The only reason why the above-mentioned juices are not in my daily rotation is that I find the Red Pill concentrate to be more cost-effective. I have tried some other concentrates (VS line by BLCK) and also DIY mixes, but I'm having trouble finding something that I like.

I know tastes and preferences are subjective but are there any concentrates I could try with similar flavour profiles (Fruity Menthol/Ice) to the juices mentioned above?

Reactions: Like 2


----------



## DarthBranMuffin (6/7/22)

@Stranger your ADV comes to mind

@NOOB maybe add a bit of Harvest Berry or Lime or Lemonade flavor to your Red Pill when you mix it. It gives it a different edge with similar notes to Red Pill.

The Loaded ice range is also "heavy" on Menthol.

Reactions: Like 4 | Winner 1


----------



## Rob Fisher (6/7/22)

DarthBranMuffin said:


> @NOOB maybe add a bit of Harvest Berry or Lime or Lemonade flavor to your Red Pill when you mix it. It gives it a different edge with similar notes to Red Pill.



@DarthBranMuffin please tell me more? Are they specific concentrates?

Reactions: Like 5


----------



## DarthBranMuffin (6/7/22)

Rob Fisher said:


> @DarthBranMuffin please tell me more? Are they specific concentrates?

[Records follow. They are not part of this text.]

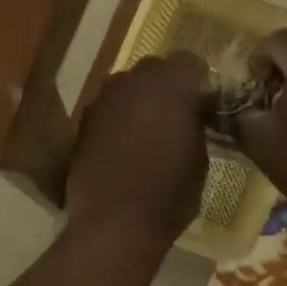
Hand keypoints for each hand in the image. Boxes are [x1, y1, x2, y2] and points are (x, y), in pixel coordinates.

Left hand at [67, 52, 209, 246]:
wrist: (115, 223)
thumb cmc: (169, 194)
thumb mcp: (200, 160)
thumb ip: (196, 126)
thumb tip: (192, 117)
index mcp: (171, 86)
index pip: (190, 62)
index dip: (198, 82)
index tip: (203, 105)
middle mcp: (133, 82)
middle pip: (154, 68)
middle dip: (166, 87)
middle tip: (176, 116)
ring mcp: (104, 100)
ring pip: (127, 87)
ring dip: (139, 101)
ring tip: (147, 132)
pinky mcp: (83, 121)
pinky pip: (108, 109)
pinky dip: (118, 120)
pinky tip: (123, 147)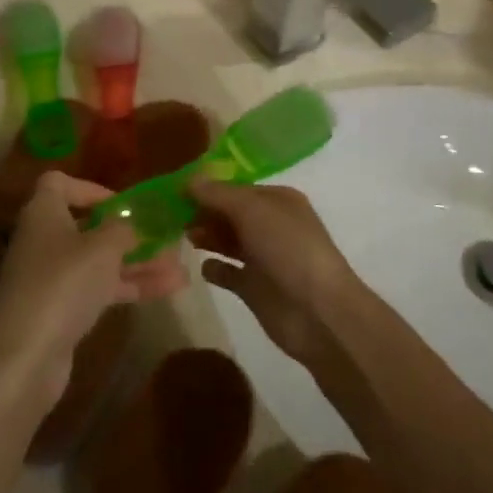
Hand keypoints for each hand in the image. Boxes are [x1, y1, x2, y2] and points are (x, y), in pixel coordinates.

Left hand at [0, 173, 187, 400]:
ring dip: (138, 263)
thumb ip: (124, 228)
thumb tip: (131, 222)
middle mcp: (43, 241)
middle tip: (166, 238)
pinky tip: (167, 291)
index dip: (91, 188)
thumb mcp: (103, 247)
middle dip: (129, 232)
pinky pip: (98, 289)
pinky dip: (128, 287)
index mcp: (43, 213)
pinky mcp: (59, 311)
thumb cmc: (63, 284)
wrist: (24, 357)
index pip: (59, 183)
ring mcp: (50, 279)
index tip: (123, 203)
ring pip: (98, 262)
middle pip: (87, 226)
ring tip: (180, 268)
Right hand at [187, 181, 360, 368]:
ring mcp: (264, 258)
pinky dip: (215, 269)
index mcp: (278, 201)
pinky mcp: (255, 288)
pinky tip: (202, 267)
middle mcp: (272, 226)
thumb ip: (218, 194)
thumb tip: (189, 180)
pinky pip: (229, 273)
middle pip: (231, 214)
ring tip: (185, 236)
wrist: (318, 312)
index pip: (237, 189)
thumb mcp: (253, 211)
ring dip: (207, 237)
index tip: (177, 192)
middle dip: (205, 212)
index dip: (209, 189)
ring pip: (228, 241)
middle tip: (174, 216)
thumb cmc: (288, 249)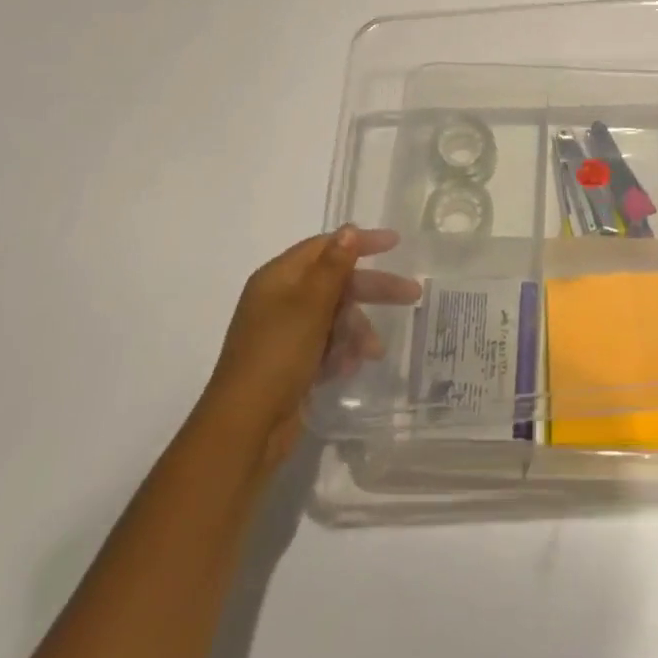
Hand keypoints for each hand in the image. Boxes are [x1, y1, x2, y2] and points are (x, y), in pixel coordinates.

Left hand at [210, 227, 420, 469]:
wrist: (246, 428)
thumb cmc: (278, 356)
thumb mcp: (310, 306)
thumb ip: (333, 266)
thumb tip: (349, 229)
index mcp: (278, 278)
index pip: (324, 247)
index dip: (359, 242)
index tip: (395, 243)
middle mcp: (281, 300)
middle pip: (335, 282)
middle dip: (371, 290)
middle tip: (411, 294)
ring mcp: (286, 333)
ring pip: (335, 316)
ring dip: (357, 329)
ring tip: (373, 352)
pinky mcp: (292, 363)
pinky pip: (327, 345)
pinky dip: (342, 352)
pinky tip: (349, 368)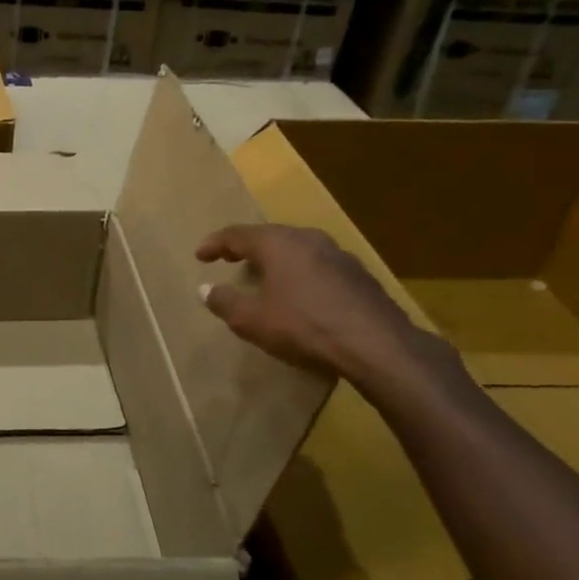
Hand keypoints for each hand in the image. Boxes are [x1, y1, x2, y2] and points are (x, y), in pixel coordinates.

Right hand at [196, 223, 430, 382]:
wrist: (378, 345)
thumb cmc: (304, 327)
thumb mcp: (252, 321)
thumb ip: (225, 302)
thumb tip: (205, 289)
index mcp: (277, 243)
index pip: (236, 234)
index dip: (214, 243)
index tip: (200, 256)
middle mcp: (307, 239)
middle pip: (269, 236)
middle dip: (246, 247)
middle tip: (230, 259)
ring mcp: (338, 254)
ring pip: (297, 248)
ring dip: (276, 259)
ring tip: (264, 275)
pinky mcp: (359, 274)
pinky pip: (318, 265)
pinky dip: (300, 272)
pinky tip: (301, 293)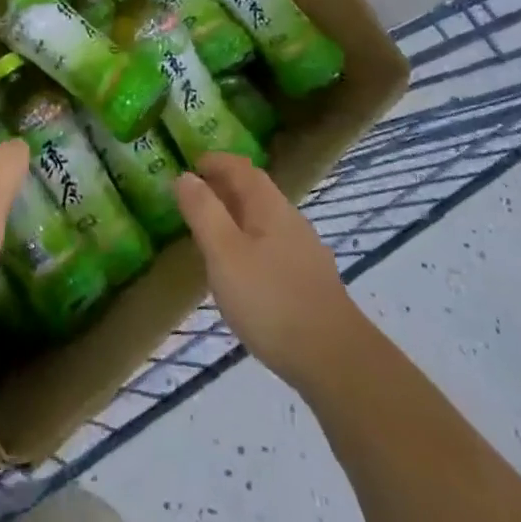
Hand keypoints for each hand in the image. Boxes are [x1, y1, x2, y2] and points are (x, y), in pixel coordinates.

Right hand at [176, 154, 366, 391]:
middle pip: (255, 192)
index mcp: (269, 207)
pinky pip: (273, 246)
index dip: (216, 161)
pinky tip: (242, 271)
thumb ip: (203, 212)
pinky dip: (250, 243)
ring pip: (265, 221)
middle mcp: (291, 221)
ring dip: (237, 217)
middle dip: (225, 187)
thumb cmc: (270, 300)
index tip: (191, 164)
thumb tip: (186, 175)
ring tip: (211, 233)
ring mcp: (305, 252)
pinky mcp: (310, 282)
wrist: (334, 360)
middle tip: (194, 196)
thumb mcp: (224, 254)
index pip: (242, 168)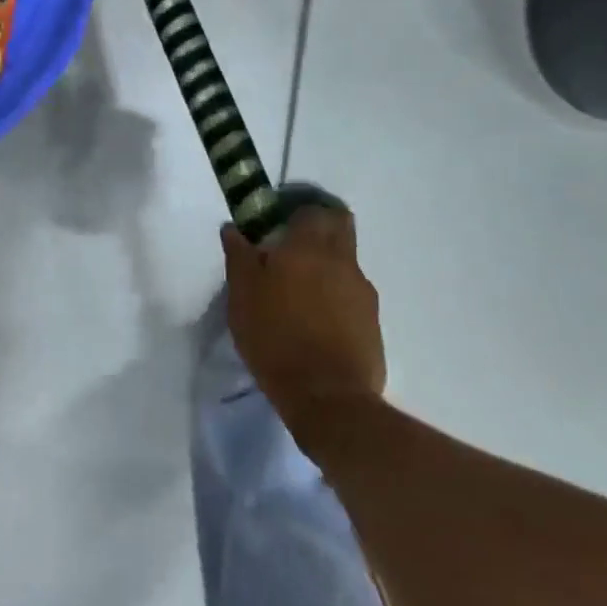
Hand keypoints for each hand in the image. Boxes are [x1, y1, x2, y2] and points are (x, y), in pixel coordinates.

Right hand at [221, 206, 385, 422]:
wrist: (328, 397)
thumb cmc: (276, 338)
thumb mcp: (242, 297)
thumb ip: (239, 257)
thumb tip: (233, 229)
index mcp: (309, 247)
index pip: (313, 208)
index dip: (296, 211)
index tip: (275, 224)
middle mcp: (343, 260)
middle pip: (339, 226)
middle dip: (318, 228)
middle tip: (290, 249)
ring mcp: (363, 291)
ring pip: (345, 262)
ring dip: (326, 266)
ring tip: (299, 292)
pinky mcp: (372, 321)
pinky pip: (352, 294)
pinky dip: (335, 296)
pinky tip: (316, 320)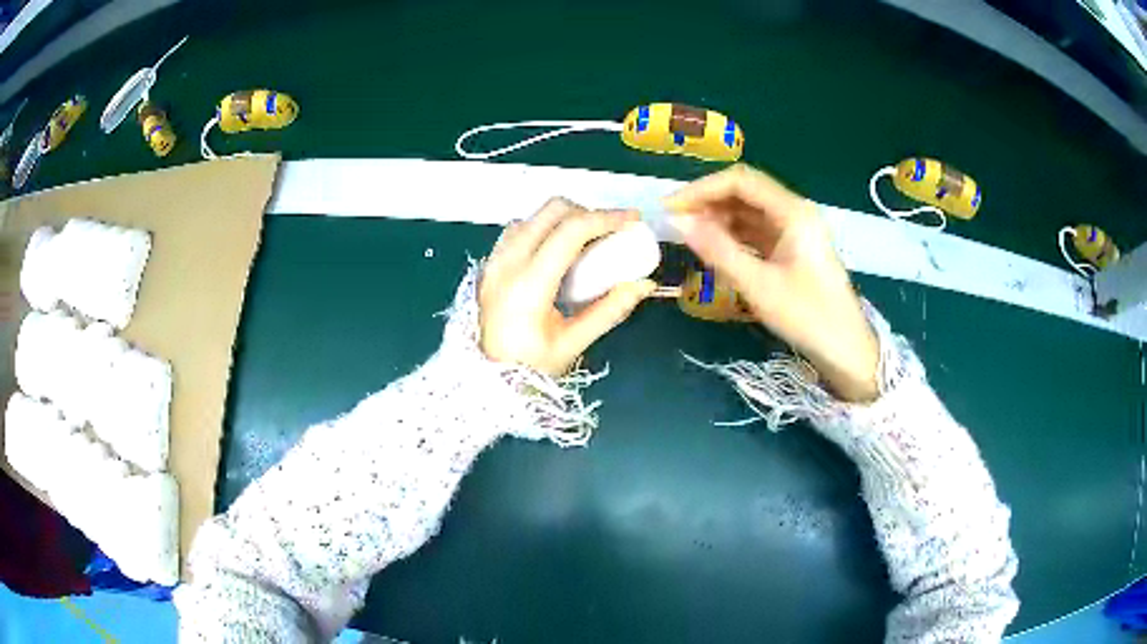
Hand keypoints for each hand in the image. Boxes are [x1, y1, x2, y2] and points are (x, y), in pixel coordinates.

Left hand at [480, 198, 656, 376]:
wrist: (484, 380)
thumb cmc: (529, 368)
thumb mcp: (573, 344)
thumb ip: (610, 310)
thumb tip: (644, 284)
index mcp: (529, 284)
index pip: (571, 230)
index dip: (606, 218)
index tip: (632, 219)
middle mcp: (508, 262)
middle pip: (552, 210)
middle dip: (588, 213)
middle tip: (611, 232)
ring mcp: (495, 260)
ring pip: (534, 216)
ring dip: (565, 219)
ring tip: (587, 242)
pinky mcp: (490, 263)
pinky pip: (520, 229)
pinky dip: (544, 228)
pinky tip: (558, 251)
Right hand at [664, 165, 879, 402]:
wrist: (846, 349)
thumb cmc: (807, 316)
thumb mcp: (758, 285)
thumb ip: (717, 250)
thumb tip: (678, 222)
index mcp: (793, 212)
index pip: (740, 181)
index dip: (701, 188)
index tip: (670, 208)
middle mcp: (795, 211)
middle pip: (745, 191)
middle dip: (708, 201)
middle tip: (675, 221)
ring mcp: (795, 229)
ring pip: (750, 210)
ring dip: (719, 218)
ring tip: (689, 235)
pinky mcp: (793, 247)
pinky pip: (757, 230)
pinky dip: (733, 234)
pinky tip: (714, 247)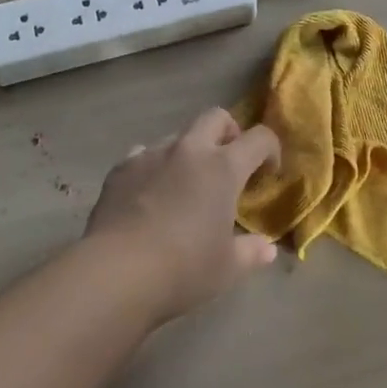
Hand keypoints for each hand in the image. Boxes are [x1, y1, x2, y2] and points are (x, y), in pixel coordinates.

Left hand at [85, 108, 281, 324]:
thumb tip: (267, 248)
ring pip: (178, 136)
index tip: (269, 170)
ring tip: (185, 185)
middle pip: (215, 117)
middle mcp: (189, 149)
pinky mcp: (122, 166)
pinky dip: (154, 167)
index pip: (258, 138)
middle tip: (229, 162)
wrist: (117, 270)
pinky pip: (143, 154)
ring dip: (188, 152)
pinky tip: (149, 195)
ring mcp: (152, 153)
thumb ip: (251, 253)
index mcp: (222, 168)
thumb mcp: (226, 269)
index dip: (270, 148)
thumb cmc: (183, 269)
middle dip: (228, 131)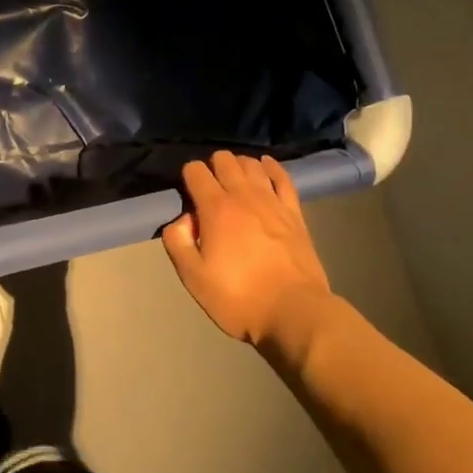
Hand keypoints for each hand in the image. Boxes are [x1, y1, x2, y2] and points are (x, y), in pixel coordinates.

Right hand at [160, 151, 332, 347]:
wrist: (295, 312)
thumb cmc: (239, 298)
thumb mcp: (194, 278)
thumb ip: (178, 242)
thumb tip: (182, 220)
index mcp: (216, 209)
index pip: (196, 171)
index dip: (188, 176)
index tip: (187, 194)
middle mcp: (243, 195)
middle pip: (224, 160)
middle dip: (212, 166)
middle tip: (209, 189)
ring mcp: (272, 201)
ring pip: (252, 164)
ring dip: (239, 165)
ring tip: (234, 180)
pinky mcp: (294, 212)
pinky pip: (282, 177)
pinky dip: (271, 167)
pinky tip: (265, 166)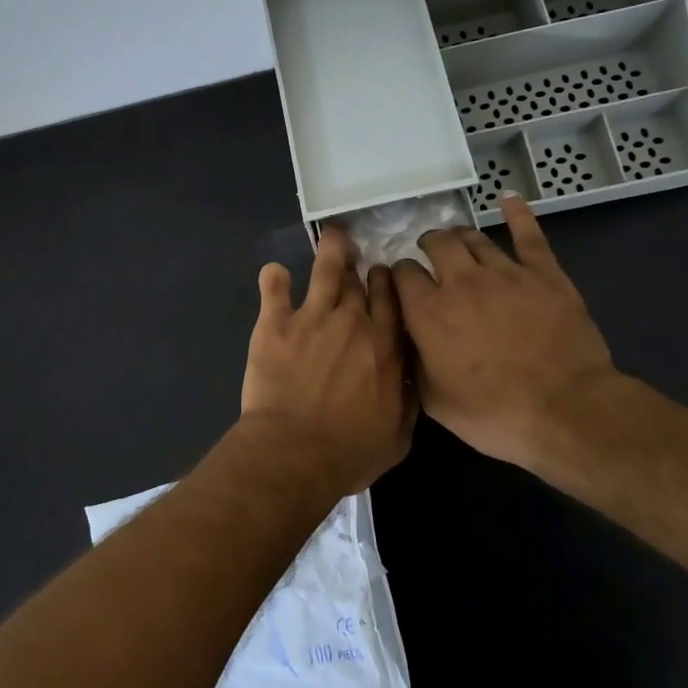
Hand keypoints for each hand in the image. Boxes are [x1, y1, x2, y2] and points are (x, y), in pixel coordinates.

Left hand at [241, 225, 414, 492]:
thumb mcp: (398, 435)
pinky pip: (275, 288)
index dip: (390, 284)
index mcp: (386, 346)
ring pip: (326, 271)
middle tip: (360, 257)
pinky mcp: (276, 323)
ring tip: (333, 234)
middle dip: (362, 268)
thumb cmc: (349, 452)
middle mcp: (353, 322)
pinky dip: (274, 278)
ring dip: (331, 250)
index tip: (386, 276)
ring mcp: (313, 317)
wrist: (295, 452)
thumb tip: (414, 375)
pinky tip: (274, 271)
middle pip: (361, 283)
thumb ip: (408, 399)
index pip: (393, 301)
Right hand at [392, 194, 649, 494]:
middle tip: (430, 258)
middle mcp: (461, 281)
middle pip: (436, 244)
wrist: (567, 411)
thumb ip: (413, 363)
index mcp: (428, 312)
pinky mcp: (544, 273)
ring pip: (474, 238)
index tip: (400, 284)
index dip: (397, 276)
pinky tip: (509, 199)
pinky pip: (528, 234)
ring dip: (461, 238)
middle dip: (427, 246)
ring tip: (459, 244)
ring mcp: (505, 272)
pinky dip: (517, 214)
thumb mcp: (435, 402)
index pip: (401, 274)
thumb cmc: (495, 414)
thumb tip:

Uncle Rob, I add 2% Capella Harvest Berry (thus reducing the Red Pill to 20%). Also added 1% Capella Super Sweet (going to drop it to 0.5% on my next mix). It gives it a bit more fruity flavor and it is now permanently in my Kumo RDTA. 

For the Lime and Lemonade I am still playing around a bit, but I made use of Clyrolinx Lime at 4% and another one with Clyrolinx Lemonade (One Shot) at 4%. The Lemonade works better than the Lime so far, the Lime is a work in progress, will have to up it a little more.

Reactions: Like 4 | Winner 1


----------



## Rob Fisher (6/7/22)

DarthBranMuffin said:


> Uncle Rob, I add 2% Capella Harvest Berry (thus reducing the Red Pill to 20%). Also added 1% Capella Super Sweet (going to drop it to 0.5% on my next mix). It gives it a bit more fruity flavor and it is now permanently in my Kumo RDTA.
> 
> For the Lime and Lemonade I am still playing around a bit, but I made use of Clyrolinx Lime at 4% and another one with Clyrolinx Lemonade (One Shot) at 4%. The Lemonade works better than the Lime so far, the Lime is a work in progress, will have to up it a little more.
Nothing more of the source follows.